2nd President of Poland
- In office 22 December 1922 – 14 May 1926
- Prime Minister: Władysław Sikorski Wincenty Witos Władysław Grabski Aleksander Skrzyński Wincenty Witos
- Preceded by: Gabriel Narutowicz Maciej Rataj (Acting)
- Succeeded by: Maciej Rataj (Acting) Ignacy Mościcki

Minister of Internal Affairs
- In office 16 January 1919 – 9 June 1920
- Prime Minister: Ignacy Jan Paderewski Leopold Skulski
- Preceded by: Stanisław Thugutt
- Succeeded by: Józef Kuczyński

Personal details
- Born: 15 March 1869 Kalisz, Congress Poland, Russian Empire
- Died: 9 April 1953 (aged 84) Warsaw, Poland
- Resting place: Powązki Cemetery
- Party: Polish People's Party "Piast"
- Spouse: Maria Kiersnowska (m. 1899)
- Children: Edmund - Zofia
- Relatives: Małgorzata Kidawa-Błońska (great-granddaughter)
- Alma mater: University of Warsaw

= Stanisław Wojciechowski =

President of Poland from 1922 to 1926

Stanisław Wojciechowski (/pl/; 15 March 1869 – 9 April 1953) was a Polish politician and scholar who served as President of Poland between 1922 and 1926, during the Second Polish Republic.

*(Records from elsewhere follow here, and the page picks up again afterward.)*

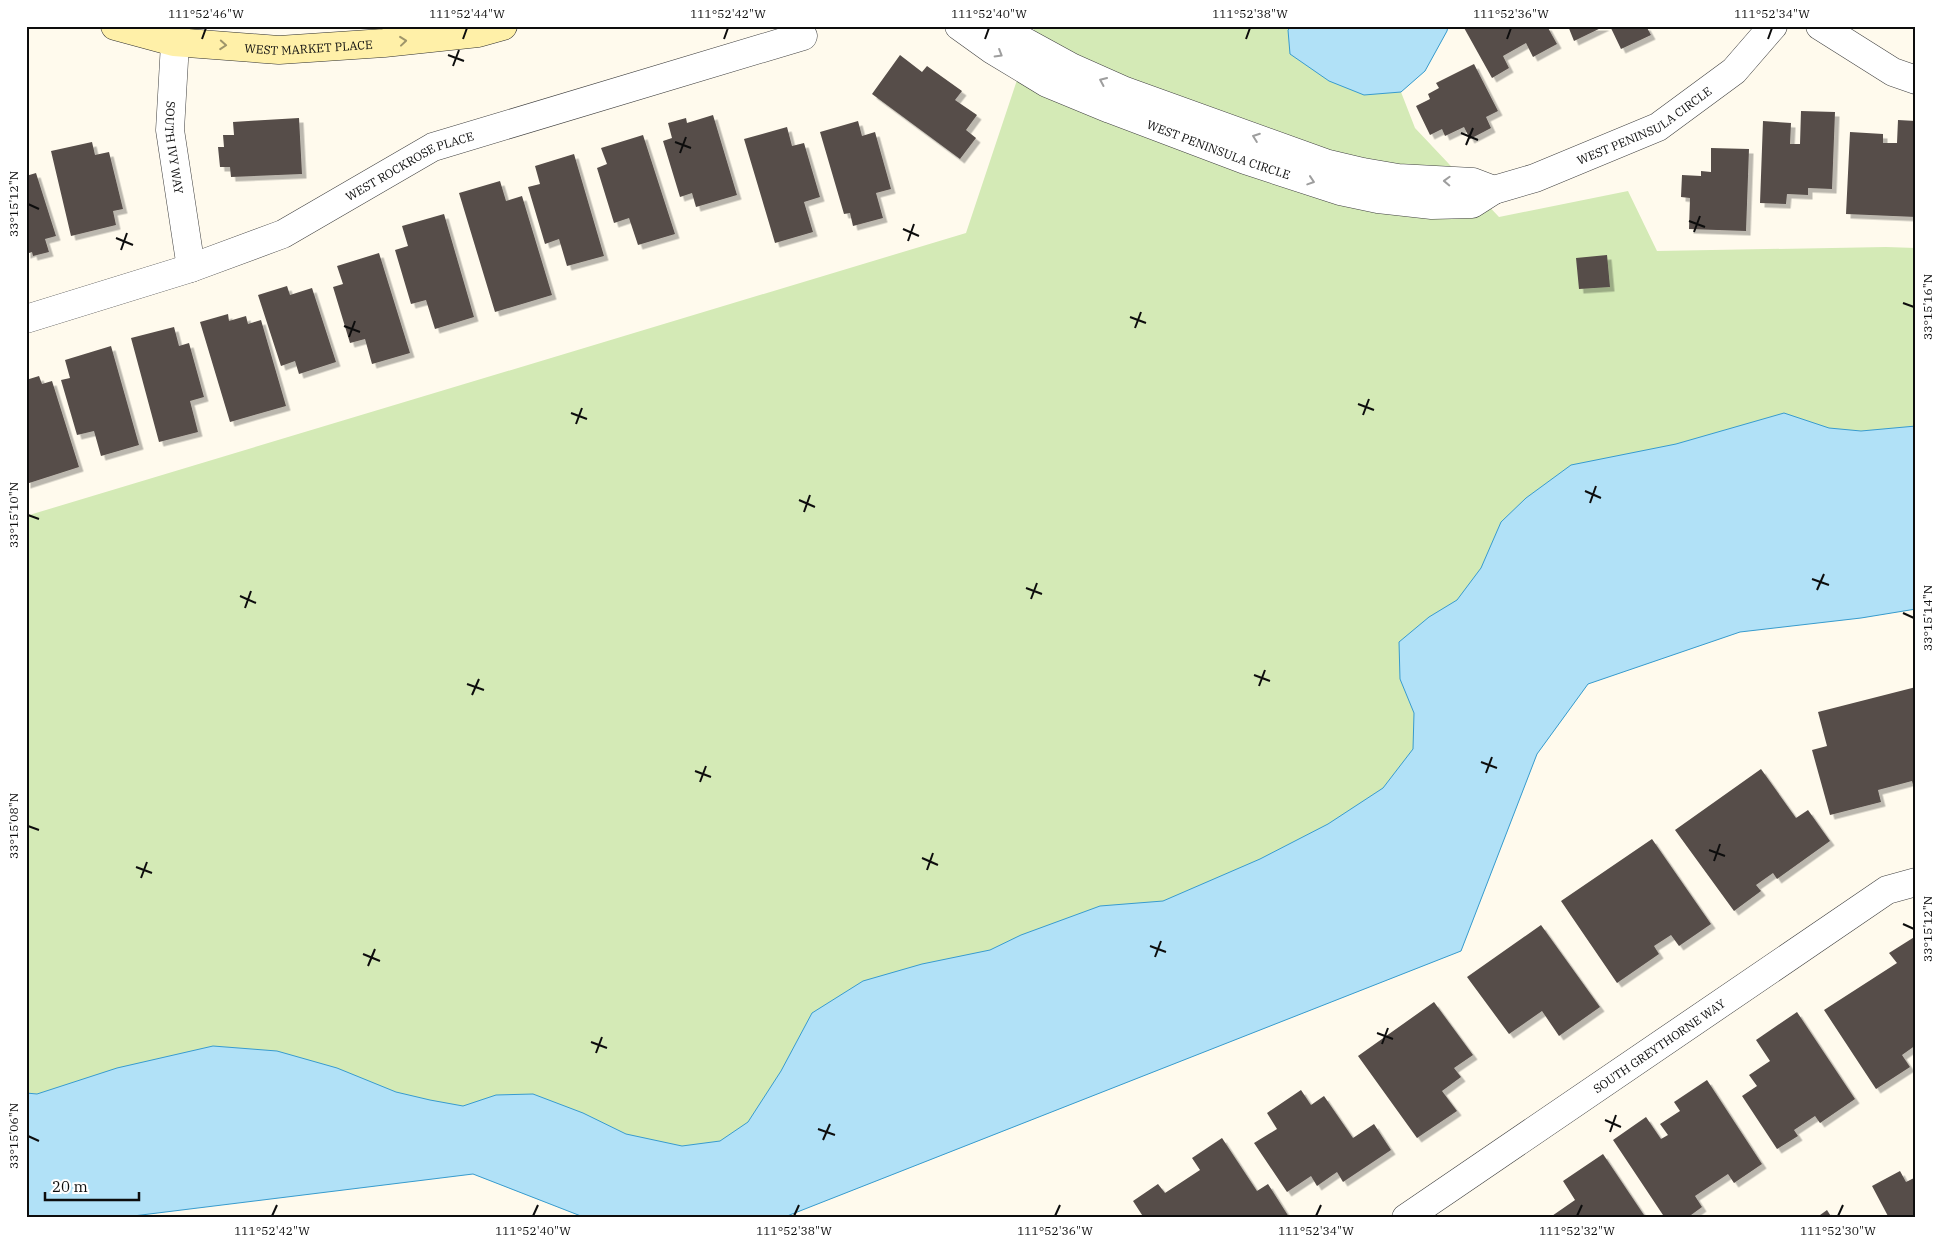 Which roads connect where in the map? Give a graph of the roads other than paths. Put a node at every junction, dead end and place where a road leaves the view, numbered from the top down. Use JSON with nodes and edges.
{"nodes":[{"id":1,"x":115,"y":26,"type":"edge"},
{"id":2,"x":503,"y":26,"type":"edge"},
{"id":3,"x":960,"y":26,"type":"edge"},
{"id":4,"x":1000,"y":26,"type":"edge"},
{"id":5,"x":1773,"y":26,"type":"edge"},
{"id":6,"x":1820,"y":26,"type":"edge"},
{"id":7,"x":175,"y":34,"type":"edge"},
{"id":8,"x":803,"y":36,"type":"dead end"},
{"id":9,"x":1916,"y":80,"type":"edge"},
{"id":10,"x":1494,"y":190,"type":"junction"},
{"id":11,"x":191,"y":268,"type":"junction"},
{"id":12,"x":26,"y":319,"type":"edge"},
{"id":13,"x":1916,"y":882,"type":"edge"},
{"id":14,"x":1406,"y":1218,"type":"edge"}],
"edges":[{"from":1,"to":7,"type":"street","name":"WEST MARKET PLACE"},
{"from":7,"to":2,"type":"street","name":"WEST MARKET PLACE","one_way":true},
{"from":3,"to":10,"type":"street","name":"WEST PENINSULA CIRCLE","one_way":true},
{"from":10,"to":4,"type":"street","name":"WEST PENINSULA CIRCLE","one_way":true},
{"from":5,"to":10,"type":"street","name":"WEST PENINSULA CIRCLE"},
{"from":6,"to":9,"type":"street"},
{"from":7,"to":11,"type":"street","name":"SOUTH IVY WAY"},
{"from":8,"to":11,"type":"street","name":"WEST ROCKROSE PLACE"},
{"from":11,"to":12,"type":"street","name":"WEST ROCKROSE PLACE"},
{"from":13,"to":14,"type":"street","name":"SOUTH GREYTHORNE WAY"}]}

He was elected president in 1922, following the assassination of his predecessor Gabriel Narutowicz. During his presidency, Wojciechowski and his erstwhile friend Józef Piłsudski disagreed on the political direction of the nation. In 1926, Piłsudski staged a military coup, which resulted in Wojciechowski's resignation from office.

== Early life ==
Stanisław Wojciechowski was born on 15 March 1869 in Kalisz into a Polish noble family with strong ties to the intelligentsia. He was one of seven children of Second Lieutenant Feliks Wojciechowski (1825–1881), a caretaker of a prison in Kalisz who participated during the January Uprising, and his wife Florentyna Vorhoff. He was raised in a spirit of patriotism and devotion to his homeland. In 1888, he graduated from the Men's Classical Junior High School in Kalisz and began his studies at the Imperial University of Warsaw, where he studied at the Faculty of Physics and Mathematics until 1891. He belonged to the circle of the most active conspirators, a participant in the secret student groups for self-improvement. Wojciechowski was active during his studies, first in the conspiratorial organisation Association of the Polish Youth "Zet", and later in the burgeoning socialist movement. By 1892, he had abandoned his studies and chosen the life of an exile after his second arrest and detention by the czarist police, first going to Zürich and then Paris. There he learned the trade of typesetter, with which he supported himself.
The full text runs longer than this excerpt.